There are obviously a lot of enthusiastic Alloy users out there, so I’d really appreciate hearing what you think of my concerns about tags and categories.

@Phloque Having multiple tags and multiple categories sounds like a good idea. But do you, in practice, really need and use it? Or put differently: you may use it, but do you really need it?

At first I wished there were multiple categories but in actual practice I find one is quite sufficient. With “multiples” I was, in the end, simply being lazy. What the one category approach did for me was encourage me to be more careful about thinking through what actual categories would be useful to readers.

In practice I’ve found no problems with the one category approach. I find I think through the category names to be used more thoughtfully.

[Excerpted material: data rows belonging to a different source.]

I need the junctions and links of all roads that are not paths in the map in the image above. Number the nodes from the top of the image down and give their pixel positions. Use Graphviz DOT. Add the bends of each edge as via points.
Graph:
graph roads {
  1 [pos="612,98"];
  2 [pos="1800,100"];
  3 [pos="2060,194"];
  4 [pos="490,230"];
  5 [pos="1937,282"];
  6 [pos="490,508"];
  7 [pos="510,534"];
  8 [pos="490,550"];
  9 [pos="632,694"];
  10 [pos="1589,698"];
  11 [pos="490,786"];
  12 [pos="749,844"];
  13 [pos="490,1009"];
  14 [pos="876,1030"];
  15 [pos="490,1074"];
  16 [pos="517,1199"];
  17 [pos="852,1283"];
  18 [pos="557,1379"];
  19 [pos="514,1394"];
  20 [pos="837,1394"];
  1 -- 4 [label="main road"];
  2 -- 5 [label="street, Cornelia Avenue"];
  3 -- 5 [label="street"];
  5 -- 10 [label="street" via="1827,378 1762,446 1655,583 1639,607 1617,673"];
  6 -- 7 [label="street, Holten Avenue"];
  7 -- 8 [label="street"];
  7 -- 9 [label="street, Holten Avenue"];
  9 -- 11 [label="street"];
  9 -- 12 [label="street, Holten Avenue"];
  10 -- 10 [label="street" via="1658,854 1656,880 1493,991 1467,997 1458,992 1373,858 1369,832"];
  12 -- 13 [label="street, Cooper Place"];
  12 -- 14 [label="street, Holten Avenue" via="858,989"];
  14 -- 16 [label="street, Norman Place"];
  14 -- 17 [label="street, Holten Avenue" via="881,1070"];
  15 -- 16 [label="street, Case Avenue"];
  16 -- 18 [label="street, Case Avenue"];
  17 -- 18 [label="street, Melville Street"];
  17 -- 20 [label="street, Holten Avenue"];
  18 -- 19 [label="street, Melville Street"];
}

Alloy is a wonderful system. I’m sure there’s 1 in a 100 (or 1,000) people who really NEED multiple categories and tags, but the vast majority of us really don’t. We just like having options. :slight_smile:


Very very helpful reply mitchellm. I think you’re 100% right - “We just like having options.” Even if we don’t really need or use them

1 Like

I feel like the majority of blogs don’t need multiple categories or even tags. I think it comes down to a matter of requirements. For example, I built a site using TCMS ( where there are three distinct categories that basically split up the blog: Food, Outdoor Adventures, Mental Health. Pretty straight forward, and I could have used Alloy, except for one additional issue, the Food section is mostly recipes, so having tags, I was able to then subdivide the blog and make it easily searchable and scannable.

However, if the blog was only recipes, then I probably could have gotten away with Alloy, since most recipes only have one defining feature, deserts, main courses, carbs, Keto, etc…

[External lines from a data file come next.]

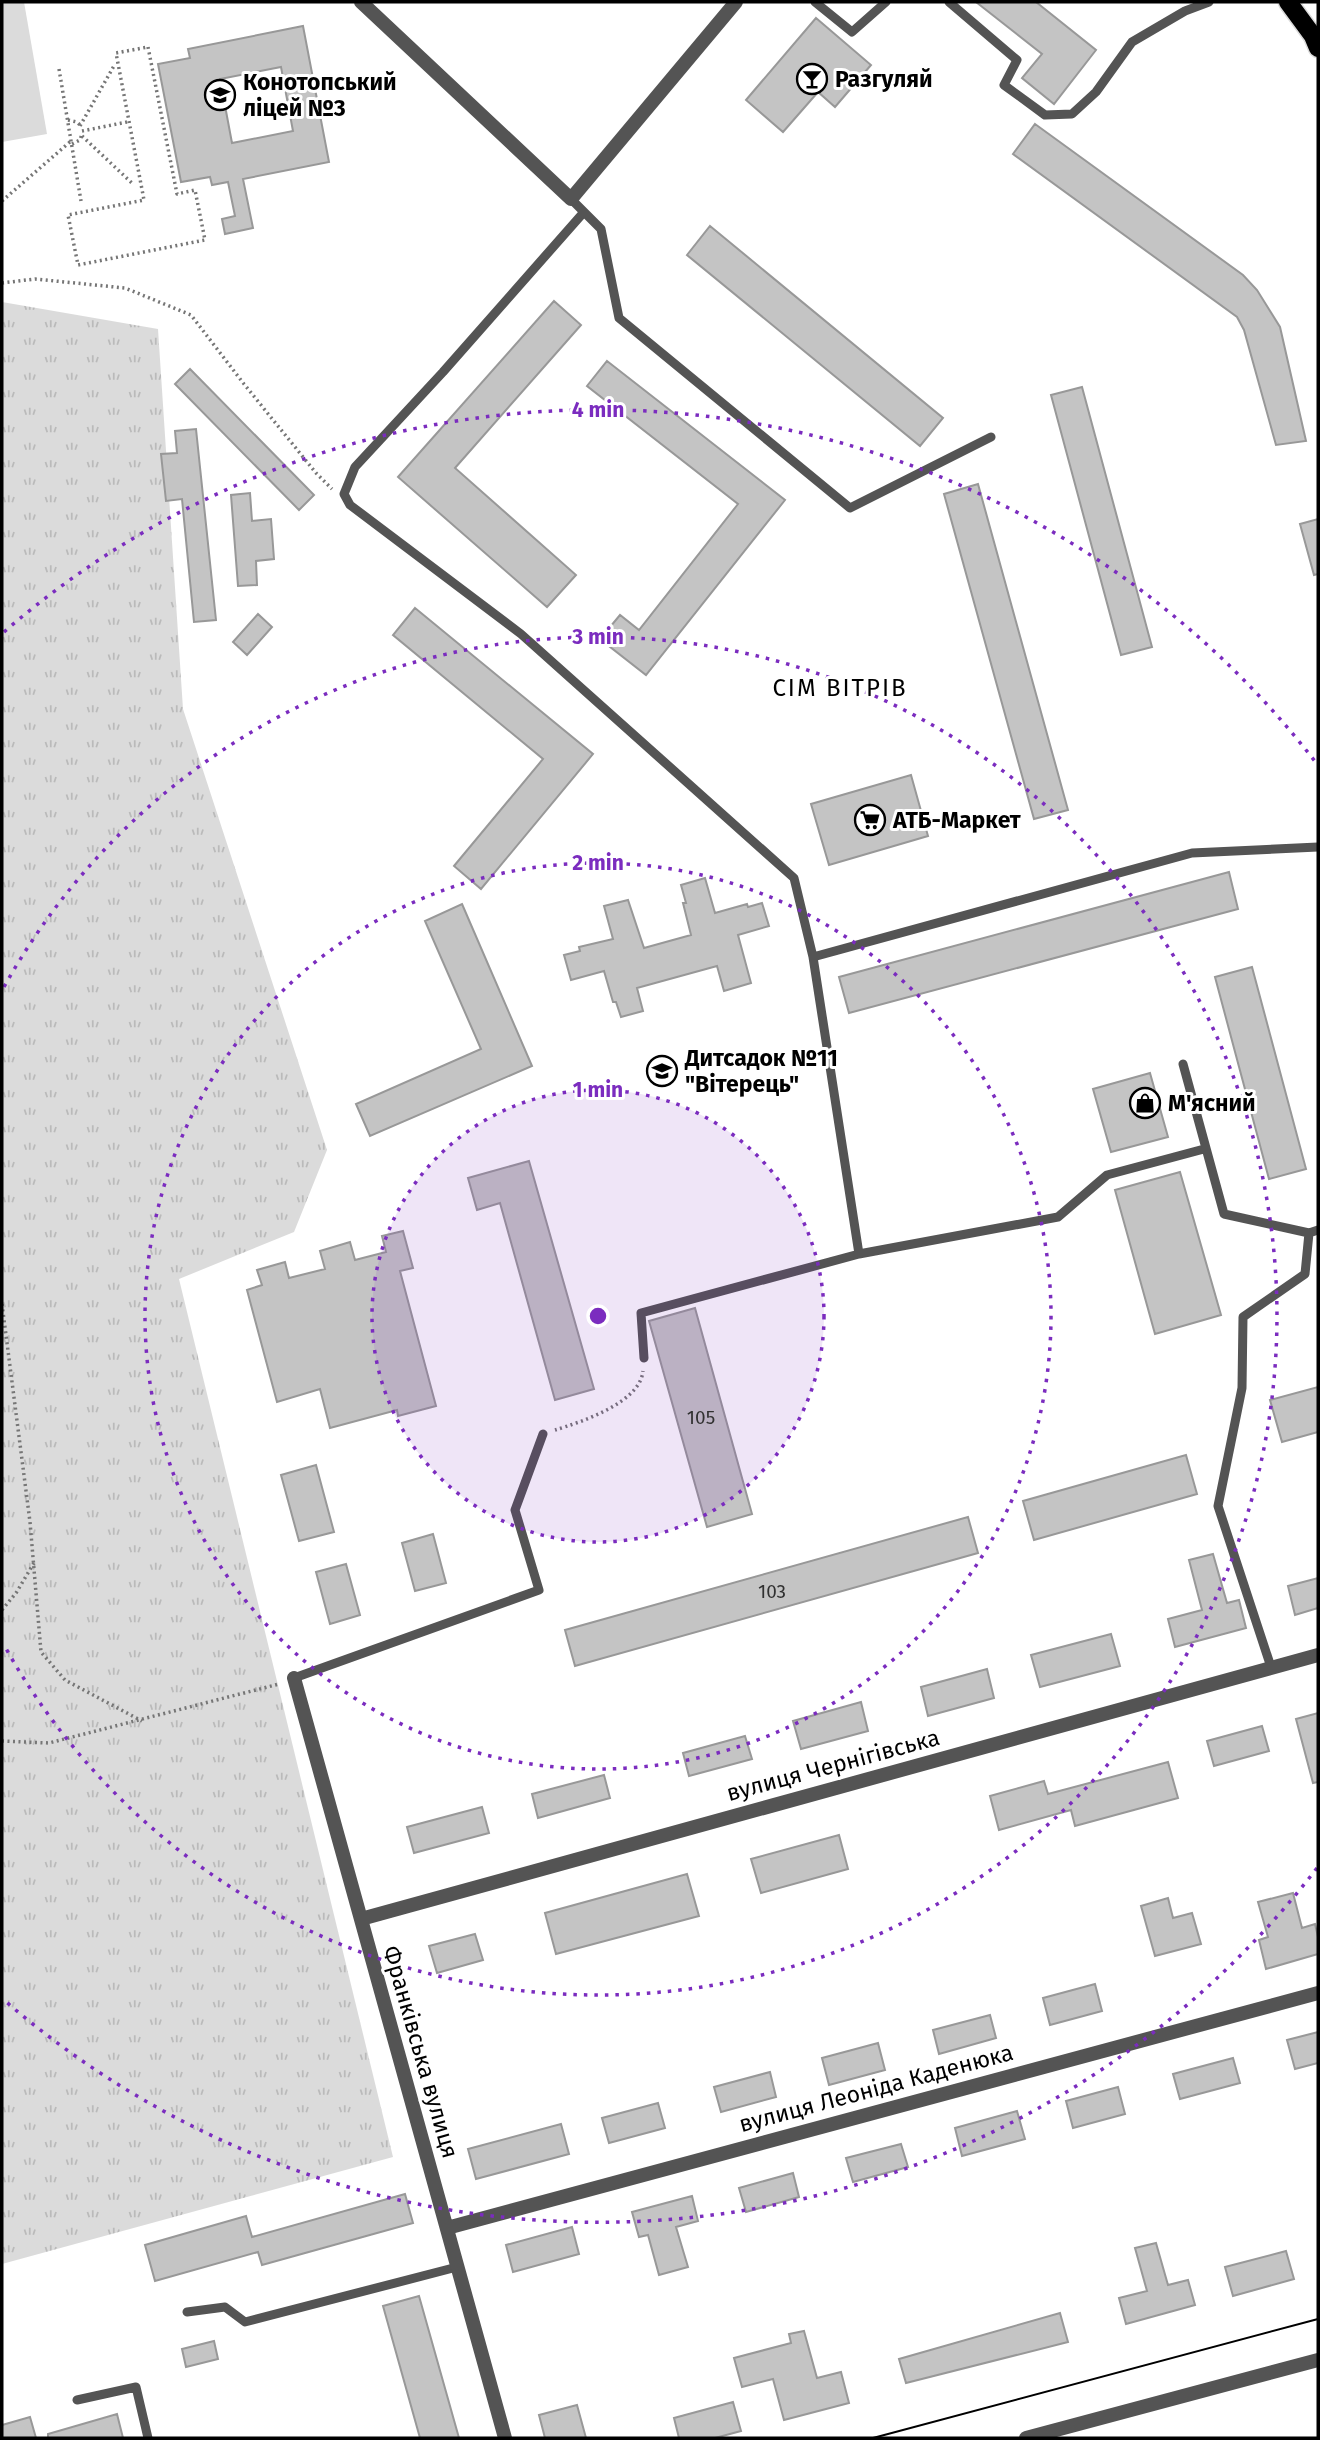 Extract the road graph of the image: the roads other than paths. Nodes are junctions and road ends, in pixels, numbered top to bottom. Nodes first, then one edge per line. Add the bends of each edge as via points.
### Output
1 (361, 2) edge
2 (736, 2) edge
3 (815, 2) edge
4 (886, 2) edge
5 (949, 2) edge
6 (1209, 2) edge
7 (1288, 2) edge
8 (1318, 48) edge
9 (571, 199) junction
10 (584, 212) junction
11 (991, 437) dead end
12 (1318, 847) edge
13 (813, 957) junction
14 (1183, 1064) dead end
15 (1205, 1149) junction
16 (1314, 1231) edge
17 (859, 1254) junction
18 (644, 1358) road end
19 (543, 1434) road end
20 (1318, 1656) edge
21 (1271, 1667) junction
22 (294, 1678) joint
23 (361, 1919) junction
24 (1318, 1993) edge
25 (447, 2228) junction
26 (457, 2267) junction
27 (187, 2312) dead end
28 (1318, 2360) edge
29 (78, 2400) dead end
30 (148, 2438) edge
31 (505, 2438) edge
32 (1026, 2438) edge

1 - 9 street
2 - 9 street
3 - 4 lane via 852,32
5 - 6 lane via 1017,60 1004,85 1045,115 1072,114 1096,92 1132,42
7 - 8 main road
9 - 10 lane
10 - 11 lane via 601,229 619,318 850,508
10 - 13 lane via 355,467 344,494 350,505 521,634 794,878
12 - 13 lane via 1192,853
13 - 17 lane
14 - 15 lane
15 - 16 lane via 1224,1214
15 - 17 lane via 1107,1175 1058,1217
16 - 21 lane via 1305,1274 1243,1317 1242,1388 1218,1506
17 - 18 lane via 640,1313
19 - 22 lane via 515,1510 538,1590
20 - 21 street, вулиця Чернігівська
21 - 23 street, вулиця Чернігівська
22 - 23 street, Франківська вулиця
23 - 25 street, Франківська вулиця
24 - 25 street, вулиця Леоніда Каденюка
25 - 26 street, Франківська вулиця
26 - 27 lane via 245,2322 225,2307
26 - 31 street, Франківська вулиця
28 - 32 street
29 - 30 lane via 136,2387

From an stability standpoint, I find Alloy much more stable and easy to work with, so if I don’t need that level of subdivision within a blog, then I’d definitely go with Alloy. If truly need to be able to, then you need another option.

And let’s be clear, many blogs tag and categorize the shit out of everything, making them basically useless. By creating this type of restriction, Elixir is actually forcing users to be more choosey and making it an actually useful feature.

1 Like

Thanks Chris. Very helpful. I guess I was coming to the topic from having used Armadillo which allows all the categories and tags in the world. But as you and mitchellm have said, Alloy’s restriction could actually be an advantage to the designer and the user.

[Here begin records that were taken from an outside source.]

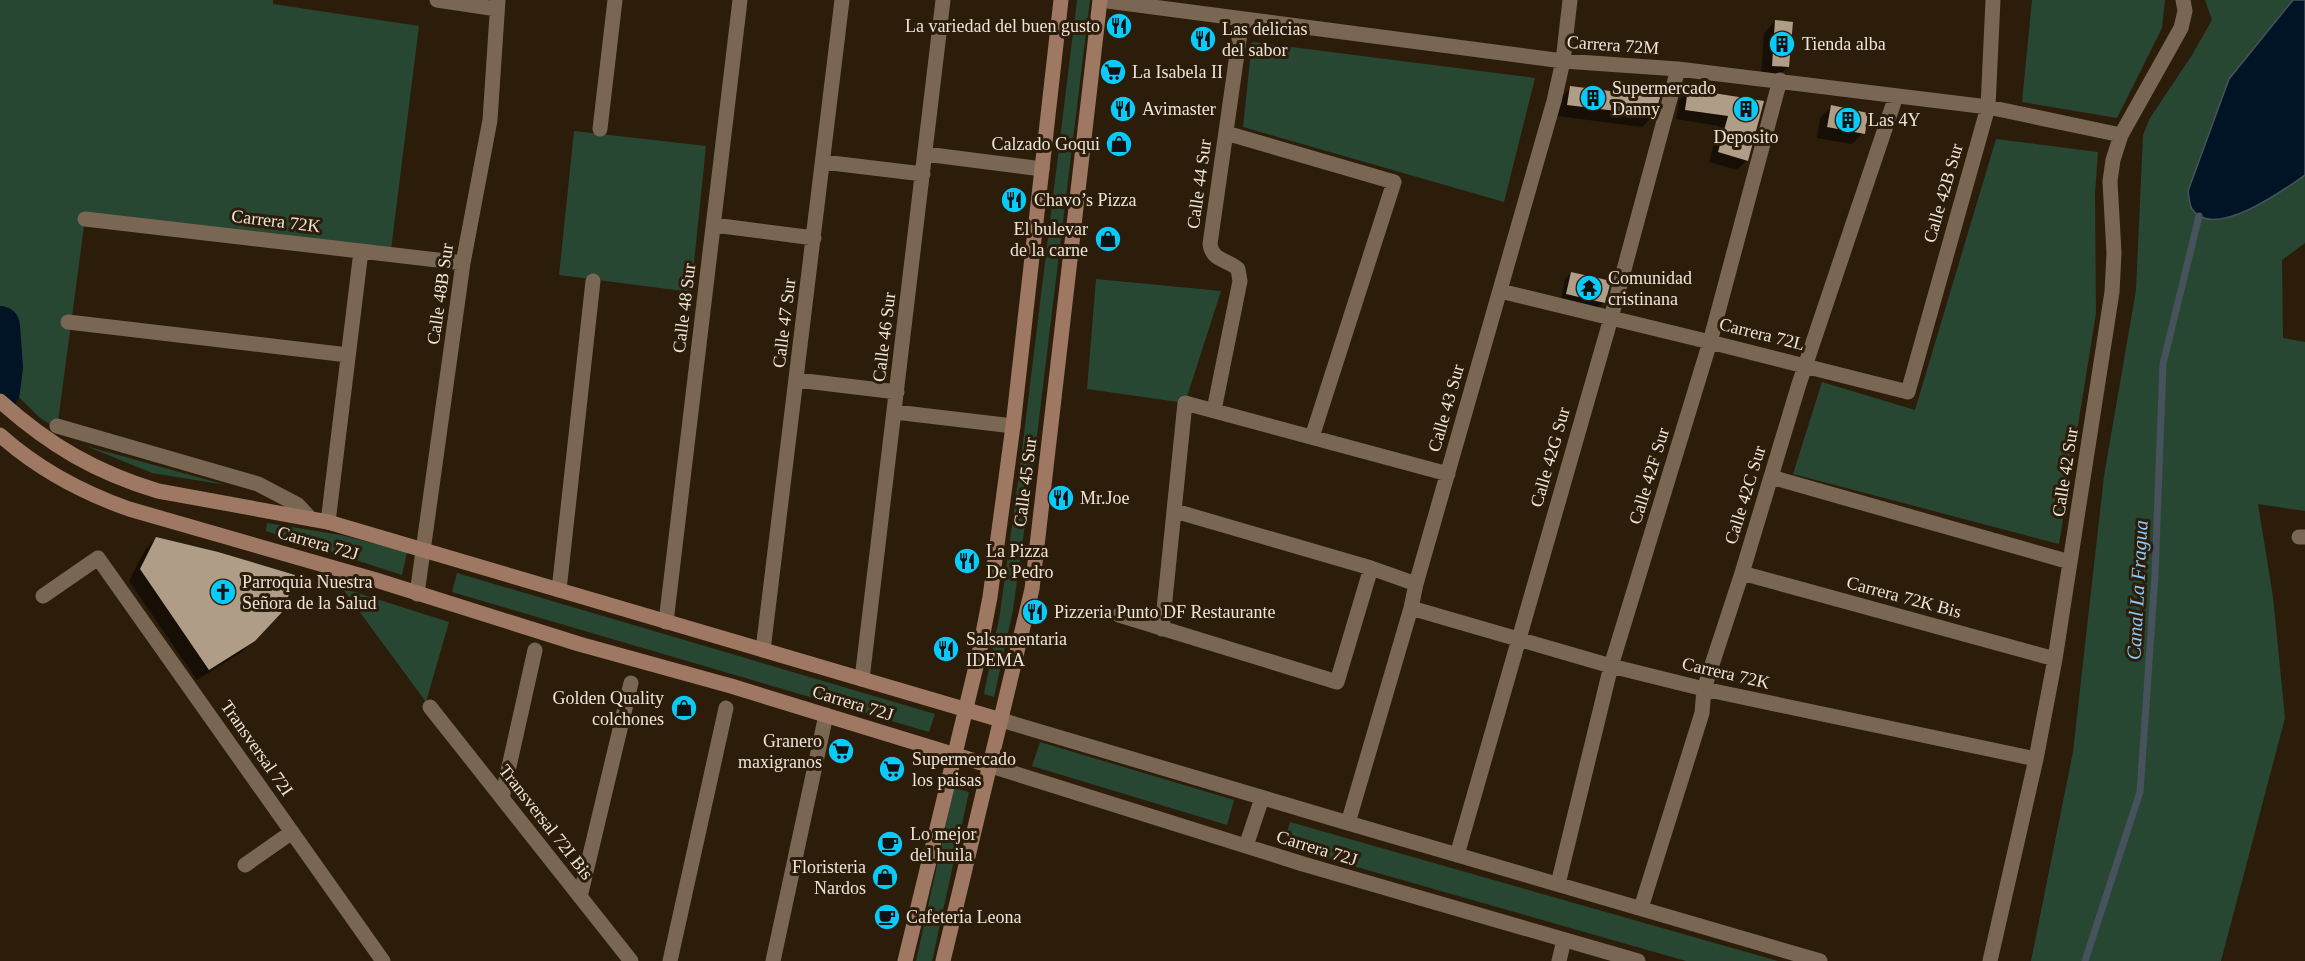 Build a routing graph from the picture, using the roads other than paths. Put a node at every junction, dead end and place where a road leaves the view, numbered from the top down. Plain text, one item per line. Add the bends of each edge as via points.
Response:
1 (437, 0) edge
2 (615, 0) edge
3 (740, 0) edge
4 (842, 0) edge
5 (944, 0) edge
6 (1061, 0) edge
7 (1100, 0) edge
8 (1570, 0) edge
9 (1993, 0) edge
10 (2183, 0) edge
11 (498, 4) edge
12 (1242, 19) junction
13 (1563, 61) junction
14 (1678, 69) junction
15 (1780, 80) junction
16 (1896, 96) junction
17 (1988, 107) junction
18 (600, 129) dead end
19 (1226, 133) junction
20 (2121, 135) junction
21 (925, 154) junction
22 (823, 162) junction
23 (1042, 169) junction
24 (923, 174) junction
25 (85, 219) dead end
26 (714, 225) junction
27 (814, 238) junction
28 (361, 250) junction
29 (464, 263) junction
30 (593, 281) dead end
31 (1500, 291) junction
32 (1611, 318) junction
33 (68, 322) dead end
34 (1710, 342) junction
35 (348, 355) junction
36 (1805, 365) junction
37 (797, 380) junction
38 (897, 392) junction
39 (1908, 392) joint
40 (0, 401) edge
41 (1214, 410) junction
42 (895, 412) junction
43 (57, 426) dead end
44 (1013, 426) junction
45 (0, 435) edge
46 (1312, 436) junction
47 (1448, 474) junction
48 (1771, 477) junction
49 (1175, 511) junction
50 (311, 519) junction
51 (328, 522) junction
52 (424, 549) junction
53 (2070, 562) junction
54 (1371, 568) junction
55 (1742, 573) junction
56 (1416, 584) junction
57 (559, 590) junction
58 (417, 594) junction
59 (43, 596) dead end
60 (1411, 608) junction
61 (1119, 615) dead end
62 (666, 622) junction
63 (1162, 629) junction
64 (1518, 638) junction
65 (535, 650) dead end
66 (763, 650) junction
67 (2055, 658) junction
68 (1611, 666) junction
69 (862, 679) junction
70 (631, 683) dead end
71 (1704, 689) junction
72 (430, 707) dead end
73 (726, 708) dead end
74 (965, 709) junction
75 (826, 715) junction
76 (1001, 720) junction
77 (954, 754) junction
78 (2036, 759) junction
79 (988, 765) junction
80 (502, 798) junction
81 (1262, 798) junction
82 (1348, 824) junction
83 (292, 832) junction
84 (1246, 846) junction
85 (1457, 855) junction
86 (245, 865) dead end
87 (1558, 884) junction
88 (580, 897) junction
89 (1641, 908) junction
90 (1564, 939) junction
91 (383, 961) edge
92 (631, 961) edge
93 (670, 961) edge
94 (773, 961) edge
95 (905, 961) edge
96 (943, 961) edge
97 (1559, 961) edge
98 (1638, 961) edge
99 (1820, 961) edge
100 (1990, 961) edge

1 - 11 street
2 - 18 street
3 - 26 street, Calle 48 Sur
4 - 22 street, Calle 47 Sur
5 - 21 street, Calle 46 Sur
6 - 23 street, Calle 45 Sur
7 - 12 street, Carrera 72M
7 - 76 street, Calle 45 Sur via 1032,588
8 - 13 street, Calle 43 Sur
9 - 17 street, Calle 42B Sur
10 - 20 street, Calle 42 Sur via 2181,28
11 - 29 street, Calle 48B Sur via 490,120
12 - 13 street, Carrera 72M
12 - 19 street, Calle 44 Sur
13 - 14 street, Carrera 72M
13 - 31 street, Calle 43 Sur
14 - 15 street, Carrera 72M
14 - 32 street, Calle 42G Sur
15 - 16 street, Carrera 72M
15 - 34 street, Calle 42F Sur
16 - 17 street, Carrera 72M
16 - 36 street, Calle 42C Sur
17 - 20 street, Carrera 72M
17 - 39 street, Calle 42B Sur
19 - 41 street, Calle 44 Sur via 1210,244 1215,257 1238,269 1240,281
19 - 46 street via 1394,182
20 - 53 street, Calle 42 Sur via 2110,181 2112,292
21 - 23 street
21 - 24 street, Calle 46 Sur
22 - 24 street
22 - 27 street, Calle 47 Sur
23 - 44 street, Calle 45 Sur
24 - 38 street, Calle 46 Sur
25 - 28 street, Carrera 72K
26 - 27 street
26 - 62 street, Calle 48 Sur
27 - 37 street, Calle 47 Sur
28 - 29 street, Carrera 72K
28 - 35 street
29 - 52 street, Calle 48B Sur
30 - 57 street
31 - 32 street, Carrera 72L
31 - 47 street, Calle 43 Sur
32 - 34 street, Carrera 72L
32 - 64 street, Calle 42G Sur
33 - 35 street
34 - 36 street, Carrera 72L
34 - 68 street, Calle 42F Sur
35 - 51 street
36 - 39 street, Carrera 72L
36 - 48 street, Calle 42C Sur
37 - 38 street
37 - 66 street, Calle 47 Sur
38 - 42 street, Calle 46 Sur
40 - 50 street, Carrera 72J via 30,428 70,454 132,483
41 - 46 street
41 - 49 street via 1185,403
42 - 44 street
42 - 69 street, Calle 46 Sur
43 - 50 street, Carrera 72J via 258,484 298,505
44 - 74 street, Calle 45 Sur via 990,597
45 - 58 street, Carrera 72J via 59,478 99,498
46 - 47 street
47 - 56 street, Calle 43 Sur
48 - 53 street
48 - 55 street, Calle 42C Sur
49 - 54 street
49 - 63 street
50 - 51 street, Carrera 72J
51 - 52 street, Carrera 72J
52 - 57 street, Carrera 72J
52 - 58 street, Calle 48B Sur
53 - 67 street, Calle 42 Sur
54 - 56 street
54 - 63 street via 1337,682
55 - 67 street, Carrera 72K Bis
55 - 71 street, Calle 42C Sur
56 - 60 street, Calle 43 Sur
57 - 62 street, Carrera 72J
58 - 75 street, Carrera 72J
59 - 83 street, Transversal 72I via 98,558
60 - 64 street, Carrera 72K
60 - 82 street, Calle 43 Sur
61 - 63 street
62 - 66 street, Carrera 72J
64 - 68 street, Carrera 72K
64 - 85 street, Calle 42G Sur
65 - 80 street
66 - 69 street, Carrera 72J
67 - 78 street, Calle 42 Sur
68 - 71 street, Carrera 72K
68 - 87 street, Calle 42F Sur
69 - 74 street, Carrera 72J
70 - 88 street
71 - 78 street, Carrera 72K
71 - 89 street, Calle 42C Sur via 1701,713
72 - 80 street, Transversal 72I Bis
73 - 93 street
74 - 76 street, Carrera 72J
74 - 77 street, Calle 45 Sur
75 - 77 street, Carrera 72J
75 - 94 street
76 - 79 street, Calle 45 Sur
76 - 81 street, Carrera 72J
77 - 79 street, Carrera 72J
77 - 95 street, Calle 45 Sur
78 - 100 street, Calle 42 Sur
79 - 84 street, Carrera 72J
79 - 96 street, Calle 45 Sur
80 - 88 street, Transversal 72I Bis
81 - 82 street, Carrera 72J
81 - 84 street
82 - 85 street, Carrera 72J
83 - 86 street
83 - 91 street, Transversal 72I
84 - 90 street, Carrera 72J
85 - 87 street, Carrera 72J
87 - 89 street, Carrera 72J
88 - 92 street, Transversal 72I Bis
89 - 99 street, Carrera 72J
90 - 97 street
90 - 98 street, Carrera 72J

Yeah, I used to use Armadillo & WP-Blog (by Nilrog) exclusively. But with Nimblehosts transition out of RW development (and Nilrog stopped support for WPBlog forever ago), I began exploring some other options. I have found TCMS’s Hipwig editor is buggy as shit, so much so I had to teach my client Markdown and change over the entire site to the markdown editor. Considering ease of use is what put me on to it in the first place, that was rather annoying. There’s so much less to go wrong with Alloy, if I can go with it, that’s my first option. My second option is Go CMS, and then Armadillo. I think I’ve decided until TCMS 2 comes out and I see how that changes things, I’m not going to push it to any of my clients for the foreseeable future. But I highly recommend Alloy.

And as a side note, that site I listed before, while it uses TCMS, it’s built on Foundry. :slight_smile:

1 Like

In my experience the requirement to use Tags is either not a valid requirement or it becomes a requirement further down the line when a Blog becomes unusable due to the difficulty for users to find what they want. if you are using a Blog to communicate different categories of stuff, then you will need tags if the Blog grows beyond a certain size.

There is an expectation with users who have used Blogs in the past, that Tags can be added, and if they can’t be added then a whole different Blog would need to be created and migrated across, which could be a prohibitively big task.

I would hope that Alloy can gain a Tag feature.